◆ **Data extract**:
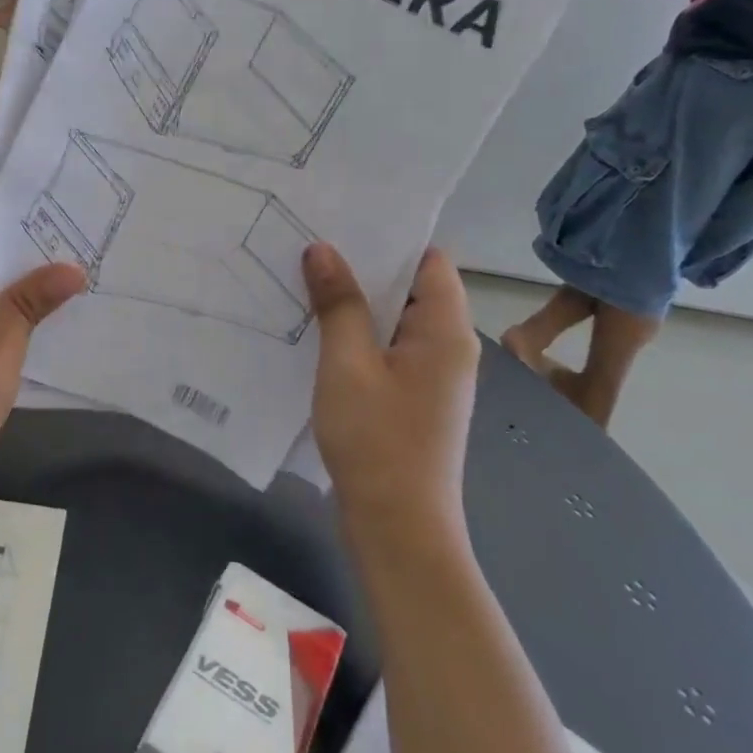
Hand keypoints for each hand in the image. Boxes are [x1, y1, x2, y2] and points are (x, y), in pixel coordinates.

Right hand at [303, 244, 480, 524]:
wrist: (398, 529)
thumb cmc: (377, 440)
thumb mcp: (347, 364)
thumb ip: (338, 304)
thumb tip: (323, 249)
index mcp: (445, 331)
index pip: (430, 261)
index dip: (390, 239)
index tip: (343, 223)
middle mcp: (447, 348)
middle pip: (410, 288)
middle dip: (363, 267)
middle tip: (311, 246)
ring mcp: (430, 377)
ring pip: (393, 321)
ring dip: (355, 303)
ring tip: (306, 280)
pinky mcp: (412, 399)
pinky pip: (386, 350)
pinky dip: (356, 336)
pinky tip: (315, 332)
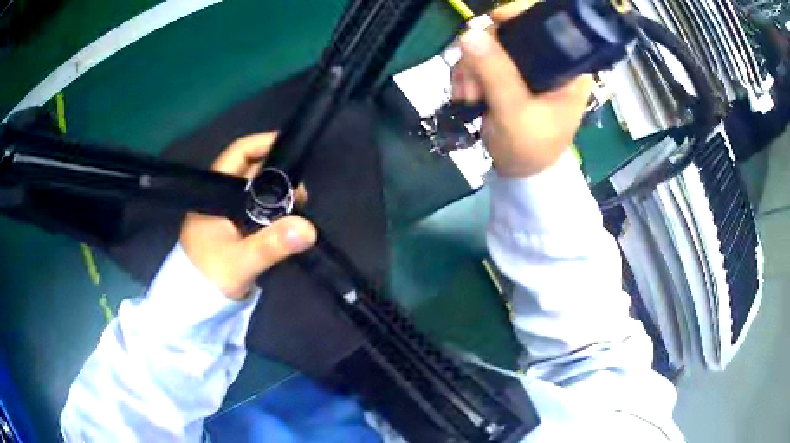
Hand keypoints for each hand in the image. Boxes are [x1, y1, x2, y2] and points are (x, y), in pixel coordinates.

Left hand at [180, 132, 315, 300]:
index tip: (290, 145)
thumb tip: (307, 229)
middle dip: (279, 175)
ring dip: (279, 195)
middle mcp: (220, 199)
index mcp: (214, 195)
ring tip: (300, 207)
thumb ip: (271, 245)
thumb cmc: (209, 278)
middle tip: (302, 192)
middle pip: (251, 172)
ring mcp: (227, 215)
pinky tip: (288, 221)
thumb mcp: (240, 262)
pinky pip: (257, 211)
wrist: (196, 307)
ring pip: (256, 193)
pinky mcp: (234, 230)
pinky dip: (274, 212)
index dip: (262, 144)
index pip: (238, 155)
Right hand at [451, 1, 592, 177]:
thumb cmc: (531, 148)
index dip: (518, 15)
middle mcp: (548, 62)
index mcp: (567, 68)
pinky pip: (481, 60)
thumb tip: (469, 34)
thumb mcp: (515, 112)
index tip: (493, 23)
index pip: (547, 25)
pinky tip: (466, 93)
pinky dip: (468, 73)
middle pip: (510, 32)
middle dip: (484, 52)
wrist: (519, 175)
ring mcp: (525, 68)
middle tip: (472, 81)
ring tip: (468, 95)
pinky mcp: (508, 76)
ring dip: (471, 67)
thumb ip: (495, 73)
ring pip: (489, 45)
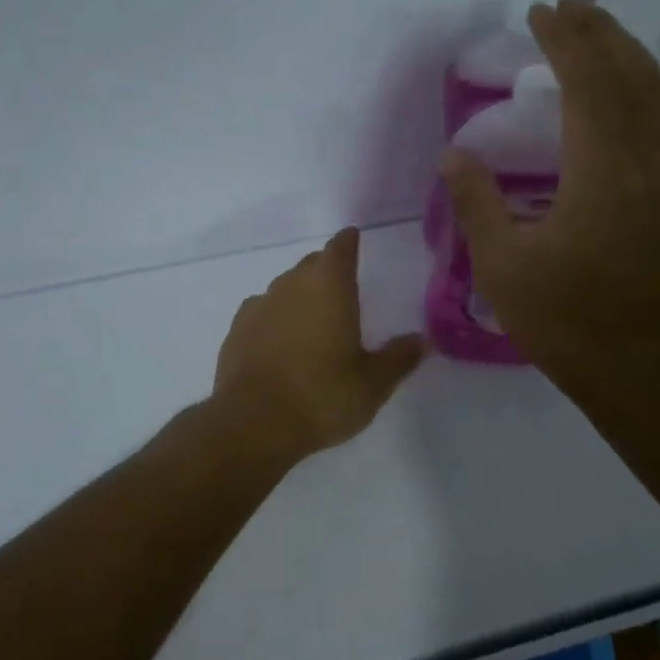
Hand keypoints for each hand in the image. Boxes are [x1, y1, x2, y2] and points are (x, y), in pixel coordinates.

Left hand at [214, 227, 427, 460]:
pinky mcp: (236, 329)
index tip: (353, 238)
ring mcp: (259, 305)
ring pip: (284, 287)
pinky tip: (279, 339)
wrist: (253, 422)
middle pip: (311, 265)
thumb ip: (399, 358)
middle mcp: (291, 285)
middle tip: (342, 288)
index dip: (348, 242)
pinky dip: (274, 317)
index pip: (339, 249)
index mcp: (328, 286)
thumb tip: (422, 340)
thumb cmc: (321, 396)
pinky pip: (262, 311)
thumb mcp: (373, 383)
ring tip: (313, 318)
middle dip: (326, 270)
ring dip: (300, 295)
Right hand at [441, 0, 659, 405]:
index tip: (542, 12)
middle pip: (632, 82)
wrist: (638, 371)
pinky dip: (643, 89)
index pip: (589, 90)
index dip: (567, 44)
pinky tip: (623, 92)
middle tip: (571, 2)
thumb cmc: (564, 321)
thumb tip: (454, 155)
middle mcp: (643, 168)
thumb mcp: (502, 266)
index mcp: (601, 178)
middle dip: (601, 35)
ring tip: (599, 31)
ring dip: (629, 56)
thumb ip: (477, 204)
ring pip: (658, 100)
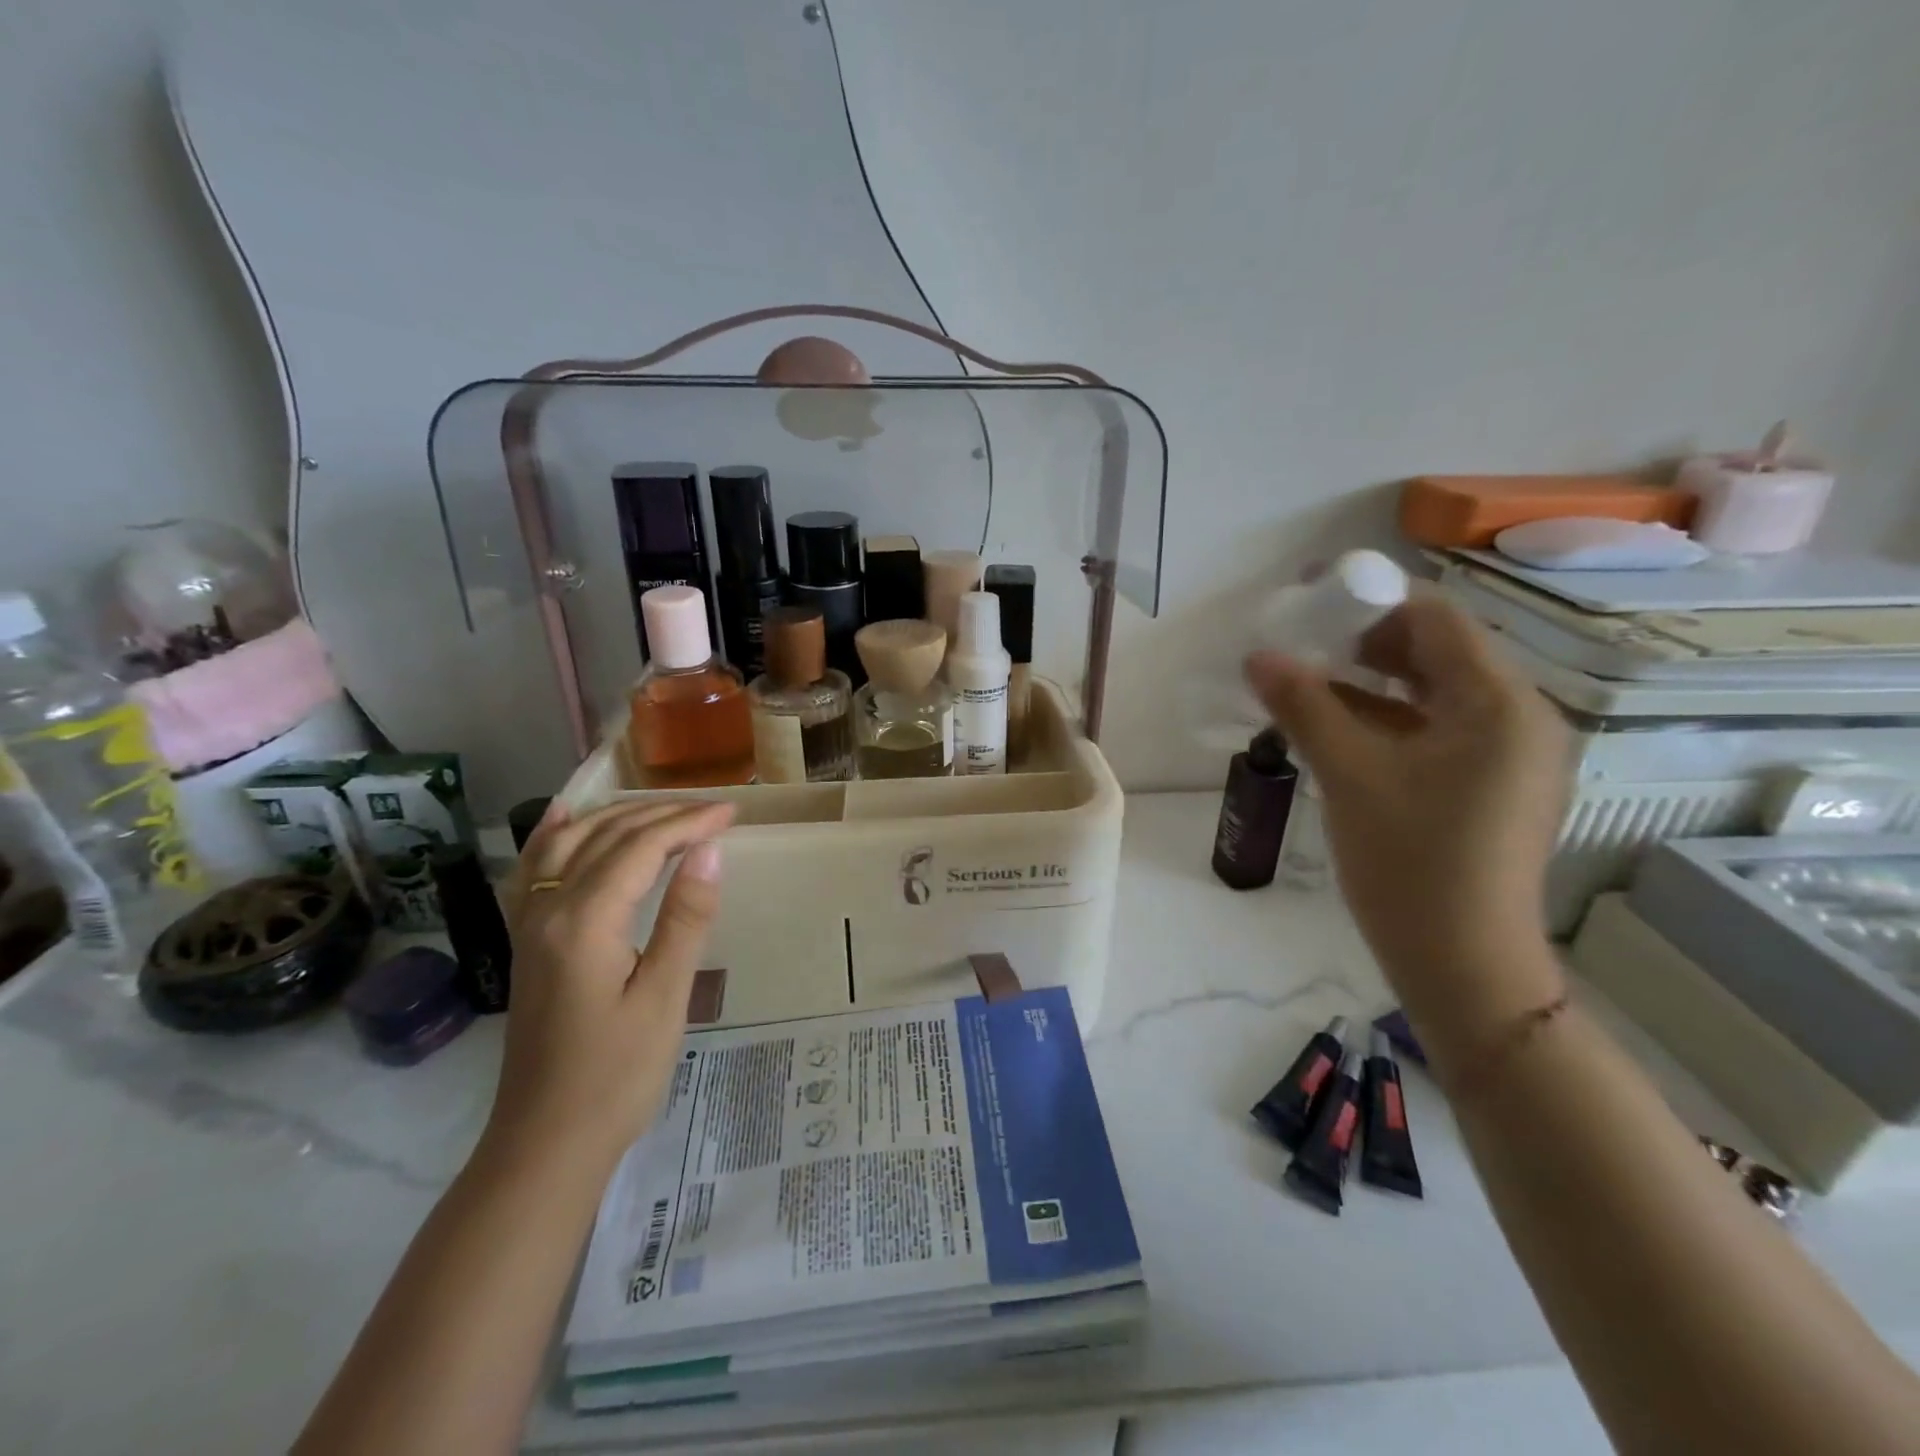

◆ **Your instructions**: Look above for the line with "ring pip: (256, 193)"; retype exactly that line, every line after it up to the line with "wrist: (519, 175)", and that line too, nothing else.

◆ **Solution**:
ring pip: (256, 193)
pinky mcp: (234, 230)
pinky dip: (274, 212)
index dip: (262, 144)
index pip: (238, 155)
Right hand at [451, 1, 592, 177]:
thumb cmc: (531, 148)
index dip: (518, 15)
middle mcp: (548, 62)
index mcp: (567, 68)
pinky pip: (481, 60)
thumb tip: (469, 34)
thumb mcp: (515, 112)
index tip: (493, 23)
index pip: (547, 25)
pinky tip: (466, 93)
pinky dip: (468, 73)
middle pip: (510, 32)
middle dip: (484, 52)
wrist: (519, 175)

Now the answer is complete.